===== RECORD EXTRACTS
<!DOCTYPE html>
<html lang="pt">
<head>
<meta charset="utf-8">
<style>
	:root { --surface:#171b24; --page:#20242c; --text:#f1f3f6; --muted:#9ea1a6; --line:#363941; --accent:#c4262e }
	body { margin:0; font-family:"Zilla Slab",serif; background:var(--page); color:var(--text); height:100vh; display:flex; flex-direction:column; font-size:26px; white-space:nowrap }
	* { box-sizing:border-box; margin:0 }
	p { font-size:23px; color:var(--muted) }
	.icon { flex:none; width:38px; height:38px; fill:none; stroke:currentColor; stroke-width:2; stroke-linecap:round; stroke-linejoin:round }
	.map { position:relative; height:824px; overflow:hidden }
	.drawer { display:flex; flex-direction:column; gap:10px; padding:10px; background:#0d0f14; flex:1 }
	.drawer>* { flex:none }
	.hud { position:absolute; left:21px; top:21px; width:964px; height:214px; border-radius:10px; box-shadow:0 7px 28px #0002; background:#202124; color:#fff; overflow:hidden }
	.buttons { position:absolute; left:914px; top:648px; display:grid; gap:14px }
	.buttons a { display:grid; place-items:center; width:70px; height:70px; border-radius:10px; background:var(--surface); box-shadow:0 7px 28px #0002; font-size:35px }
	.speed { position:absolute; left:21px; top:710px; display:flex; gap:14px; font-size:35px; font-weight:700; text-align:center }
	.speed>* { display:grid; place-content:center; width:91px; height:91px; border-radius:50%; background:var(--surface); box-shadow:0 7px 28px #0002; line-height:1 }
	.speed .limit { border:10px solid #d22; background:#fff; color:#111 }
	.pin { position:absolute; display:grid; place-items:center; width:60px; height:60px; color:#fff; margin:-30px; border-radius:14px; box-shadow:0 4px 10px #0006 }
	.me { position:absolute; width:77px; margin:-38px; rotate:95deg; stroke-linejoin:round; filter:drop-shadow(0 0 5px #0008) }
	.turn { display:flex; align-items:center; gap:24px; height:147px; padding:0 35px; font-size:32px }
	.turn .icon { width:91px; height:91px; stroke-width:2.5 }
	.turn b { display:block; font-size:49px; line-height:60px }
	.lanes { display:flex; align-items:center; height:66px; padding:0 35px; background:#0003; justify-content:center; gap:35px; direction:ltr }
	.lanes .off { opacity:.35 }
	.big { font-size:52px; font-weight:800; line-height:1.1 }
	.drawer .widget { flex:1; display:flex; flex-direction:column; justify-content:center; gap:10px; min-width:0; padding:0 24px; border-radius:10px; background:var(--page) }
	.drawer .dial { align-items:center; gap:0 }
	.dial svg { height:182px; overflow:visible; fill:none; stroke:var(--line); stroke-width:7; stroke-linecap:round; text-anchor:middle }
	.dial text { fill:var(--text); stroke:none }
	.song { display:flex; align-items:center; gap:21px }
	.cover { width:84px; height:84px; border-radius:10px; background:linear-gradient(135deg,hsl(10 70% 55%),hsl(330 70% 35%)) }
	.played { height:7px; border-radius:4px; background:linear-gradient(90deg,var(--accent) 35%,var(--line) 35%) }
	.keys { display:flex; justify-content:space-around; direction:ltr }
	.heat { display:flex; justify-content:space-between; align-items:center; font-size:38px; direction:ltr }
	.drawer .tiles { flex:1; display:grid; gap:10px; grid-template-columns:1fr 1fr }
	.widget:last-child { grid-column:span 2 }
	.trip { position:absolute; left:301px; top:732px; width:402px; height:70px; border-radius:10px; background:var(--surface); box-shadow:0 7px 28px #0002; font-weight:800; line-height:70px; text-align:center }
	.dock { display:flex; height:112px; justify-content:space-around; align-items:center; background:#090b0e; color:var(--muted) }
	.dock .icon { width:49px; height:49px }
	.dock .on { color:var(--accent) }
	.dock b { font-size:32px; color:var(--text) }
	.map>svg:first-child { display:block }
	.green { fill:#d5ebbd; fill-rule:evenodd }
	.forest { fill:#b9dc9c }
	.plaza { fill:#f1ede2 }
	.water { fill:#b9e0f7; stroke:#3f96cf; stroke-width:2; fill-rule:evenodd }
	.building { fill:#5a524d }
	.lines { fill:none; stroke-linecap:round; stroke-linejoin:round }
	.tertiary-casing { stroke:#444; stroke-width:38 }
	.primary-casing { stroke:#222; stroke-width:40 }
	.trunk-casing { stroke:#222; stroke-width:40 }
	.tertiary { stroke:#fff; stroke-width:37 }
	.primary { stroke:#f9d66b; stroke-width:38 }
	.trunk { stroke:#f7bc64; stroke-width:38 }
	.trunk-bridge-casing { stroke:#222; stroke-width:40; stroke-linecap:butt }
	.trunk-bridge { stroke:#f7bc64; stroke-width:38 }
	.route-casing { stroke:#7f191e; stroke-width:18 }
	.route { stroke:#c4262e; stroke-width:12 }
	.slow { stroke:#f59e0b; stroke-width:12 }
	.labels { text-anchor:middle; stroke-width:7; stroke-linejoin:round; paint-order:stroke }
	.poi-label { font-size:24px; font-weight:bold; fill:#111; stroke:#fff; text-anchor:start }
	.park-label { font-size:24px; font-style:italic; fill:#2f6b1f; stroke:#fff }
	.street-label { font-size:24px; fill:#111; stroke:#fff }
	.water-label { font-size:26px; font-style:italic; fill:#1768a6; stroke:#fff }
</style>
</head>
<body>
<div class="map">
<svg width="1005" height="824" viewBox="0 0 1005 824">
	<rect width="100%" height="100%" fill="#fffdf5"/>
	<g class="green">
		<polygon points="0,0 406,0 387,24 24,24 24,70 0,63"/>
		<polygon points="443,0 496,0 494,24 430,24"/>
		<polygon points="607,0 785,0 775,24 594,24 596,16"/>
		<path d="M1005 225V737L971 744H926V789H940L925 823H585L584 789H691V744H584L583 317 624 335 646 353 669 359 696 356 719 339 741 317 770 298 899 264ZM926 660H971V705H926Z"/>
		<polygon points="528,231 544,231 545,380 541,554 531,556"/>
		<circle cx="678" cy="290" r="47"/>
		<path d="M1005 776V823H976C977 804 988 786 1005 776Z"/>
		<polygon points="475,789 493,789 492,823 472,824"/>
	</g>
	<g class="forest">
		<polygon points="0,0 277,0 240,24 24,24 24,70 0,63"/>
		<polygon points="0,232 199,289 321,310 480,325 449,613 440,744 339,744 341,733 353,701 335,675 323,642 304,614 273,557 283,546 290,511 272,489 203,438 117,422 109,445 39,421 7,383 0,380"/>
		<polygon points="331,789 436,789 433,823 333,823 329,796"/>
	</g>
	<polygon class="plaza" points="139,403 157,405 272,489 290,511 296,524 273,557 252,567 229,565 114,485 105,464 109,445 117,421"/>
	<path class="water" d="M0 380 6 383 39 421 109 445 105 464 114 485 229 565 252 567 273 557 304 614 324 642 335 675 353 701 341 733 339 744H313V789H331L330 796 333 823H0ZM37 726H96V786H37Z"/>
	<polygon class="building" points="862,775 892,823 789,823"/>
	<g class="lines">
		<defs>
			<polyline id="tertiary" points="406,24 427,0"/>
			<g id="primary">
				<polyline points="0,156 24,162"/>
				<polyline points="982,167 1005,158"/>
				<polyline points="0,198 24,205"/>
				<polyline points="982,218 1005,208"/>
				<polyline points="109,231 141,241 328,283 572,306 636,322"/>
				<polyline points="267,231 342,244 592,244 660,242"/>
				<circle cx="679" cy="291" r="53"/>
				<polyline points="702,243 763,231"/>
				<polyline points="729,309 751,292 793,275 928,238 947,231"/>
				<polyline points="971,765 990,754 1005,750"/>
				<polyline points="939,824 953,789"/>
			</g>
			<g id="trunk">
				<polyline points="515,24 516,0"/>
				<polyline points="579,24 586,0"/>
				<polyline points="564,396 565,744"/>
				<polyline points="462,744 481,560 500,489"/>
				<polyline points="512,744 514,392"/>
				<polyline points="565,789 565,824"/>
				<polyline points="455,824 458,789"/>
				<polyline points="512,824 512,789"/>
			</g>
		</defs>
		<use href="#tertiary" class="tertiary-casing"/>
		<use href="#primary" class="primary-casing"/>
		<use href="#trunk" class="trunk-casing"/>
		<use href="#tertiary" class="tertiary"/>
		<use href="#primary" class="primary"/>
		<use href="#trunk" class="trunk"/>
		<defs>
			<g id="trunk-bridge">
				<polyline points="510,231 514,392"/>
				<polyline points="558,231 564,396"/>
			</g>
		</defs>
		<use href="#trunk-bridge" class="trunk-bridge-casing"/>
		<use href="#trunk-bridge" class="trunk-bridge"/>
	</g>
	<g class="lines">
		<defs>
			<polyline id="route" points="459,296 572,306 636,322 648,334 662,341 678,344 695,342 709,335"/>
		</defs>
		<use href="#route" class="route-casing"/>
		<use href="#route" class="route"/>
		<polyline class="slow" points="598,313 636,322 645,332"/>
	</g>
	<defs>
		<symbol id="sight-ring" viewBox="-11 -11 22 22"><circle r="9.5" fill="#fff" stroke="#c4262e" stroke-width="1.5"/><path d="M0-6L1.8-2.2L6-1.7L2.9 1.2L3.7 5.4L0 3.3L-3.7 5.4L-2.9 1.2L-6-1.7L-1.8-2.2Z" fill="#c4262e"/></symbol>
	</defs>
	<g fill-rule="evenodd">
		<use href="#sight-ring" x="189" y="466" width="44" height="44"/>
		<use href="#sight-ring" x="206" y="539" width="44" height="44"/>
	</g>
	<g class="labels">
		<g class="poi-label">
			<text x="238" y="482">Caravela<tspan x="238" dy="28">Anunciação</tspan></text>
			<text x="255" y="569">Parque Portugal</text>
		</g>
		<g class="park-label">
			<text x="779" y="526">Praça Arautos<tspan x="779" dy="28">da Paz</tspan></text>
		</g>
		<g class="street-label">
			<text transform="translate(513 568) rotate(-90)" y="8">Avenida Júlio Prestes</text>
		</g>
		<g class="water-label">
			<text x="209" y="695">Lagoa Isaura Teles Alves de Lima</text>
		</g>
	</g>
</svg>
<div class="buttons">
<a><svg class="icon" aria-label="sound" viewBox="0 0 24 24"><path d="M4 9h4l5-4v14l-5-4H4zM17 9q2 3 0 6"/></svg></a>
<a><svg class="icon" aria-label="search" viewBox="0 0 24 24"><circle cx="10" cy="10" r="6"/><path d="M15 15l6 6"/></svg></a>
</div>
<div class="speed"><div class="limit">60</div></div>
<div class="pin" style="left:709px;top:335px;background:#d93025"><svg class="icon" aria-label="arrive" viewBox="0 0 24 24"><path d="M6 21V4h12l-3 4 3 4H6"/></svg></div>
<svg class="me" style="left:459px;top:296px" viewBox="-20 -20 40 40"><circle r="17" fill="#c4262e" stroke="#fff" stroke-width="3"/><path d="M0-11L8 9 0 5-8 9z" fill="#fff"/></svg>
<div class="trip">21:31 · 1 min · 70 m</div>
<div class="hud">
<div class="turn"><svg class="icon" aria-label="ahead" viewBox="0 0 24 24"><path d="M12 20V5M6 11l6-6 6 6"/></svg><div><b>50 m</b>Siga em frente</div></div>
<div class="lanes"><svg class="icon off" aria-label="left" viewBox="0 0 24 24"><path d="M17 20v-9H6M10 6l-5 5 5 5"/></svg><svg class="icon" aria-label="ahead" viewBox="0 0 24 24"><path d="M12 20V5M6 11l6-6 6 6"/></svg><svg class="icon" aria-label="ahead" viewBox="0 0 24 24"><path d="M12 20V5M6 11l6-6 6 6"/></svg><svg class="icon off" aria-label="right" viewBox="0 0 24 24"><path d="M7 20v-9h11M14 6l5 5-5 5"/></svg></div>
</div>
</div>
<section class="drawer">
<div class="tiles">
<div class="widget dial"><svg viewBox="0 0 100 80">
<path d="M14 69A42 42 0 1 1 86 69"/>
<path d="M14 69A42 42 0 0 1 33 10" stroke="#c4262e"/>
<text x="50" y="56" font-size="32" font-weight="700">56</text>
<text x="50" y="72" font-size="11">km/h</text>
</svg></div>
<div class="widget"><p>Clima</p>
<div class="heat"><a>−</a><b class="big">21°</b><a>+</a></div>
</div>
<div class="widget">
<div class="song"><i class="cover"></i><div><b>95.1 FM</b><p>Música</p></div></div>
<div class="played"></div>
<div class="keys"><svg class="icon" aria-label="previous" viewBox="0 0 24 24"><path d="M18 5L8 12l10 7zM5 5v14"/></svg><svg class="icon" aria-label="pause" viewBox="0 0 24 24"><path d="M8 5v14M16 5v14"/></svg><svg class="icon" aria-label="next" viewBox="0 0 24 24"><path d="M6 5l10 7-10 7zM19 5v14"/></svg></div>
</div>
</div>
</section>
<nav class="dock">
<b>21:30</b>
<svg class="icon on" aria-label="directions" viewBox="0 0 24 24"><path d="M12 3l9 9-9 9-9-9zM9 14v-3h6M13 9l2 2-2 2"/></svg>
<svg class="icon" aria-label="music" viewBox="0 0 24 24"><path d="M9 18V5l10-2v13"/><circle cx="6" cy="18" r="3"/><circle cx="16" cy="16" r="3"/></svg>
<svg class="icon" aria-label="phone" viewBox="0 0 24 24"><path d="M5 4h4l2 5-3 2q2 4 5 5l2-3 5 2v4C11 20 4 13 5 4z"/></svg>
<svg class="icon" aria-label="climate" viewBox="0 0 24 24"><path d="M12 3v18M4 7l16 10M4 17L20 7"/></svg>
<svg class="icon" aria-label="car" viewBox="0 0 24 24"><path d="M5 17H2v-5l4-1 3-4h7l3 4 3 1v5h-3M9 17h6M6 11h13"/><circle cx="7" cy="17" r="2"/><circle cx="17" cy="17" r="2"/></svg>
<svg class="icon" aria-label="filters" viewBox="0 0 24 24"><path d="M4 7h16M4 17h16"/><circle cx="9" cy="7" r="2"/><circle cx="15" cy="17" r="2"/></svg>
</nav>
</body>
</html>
==========
_INSTRUCTIONS TO FOLLOW_
What is needed is every line from the data above that includes the string "body", copied out.

_ANSWER AREA_
	body { margin:0; font-family:"Zilla Slab",serif; background:var(--page); color:var(--text); height:100vh; display:flex; flex-direction:column; font-size:26px; white-space:nowrap }
<body>
</body>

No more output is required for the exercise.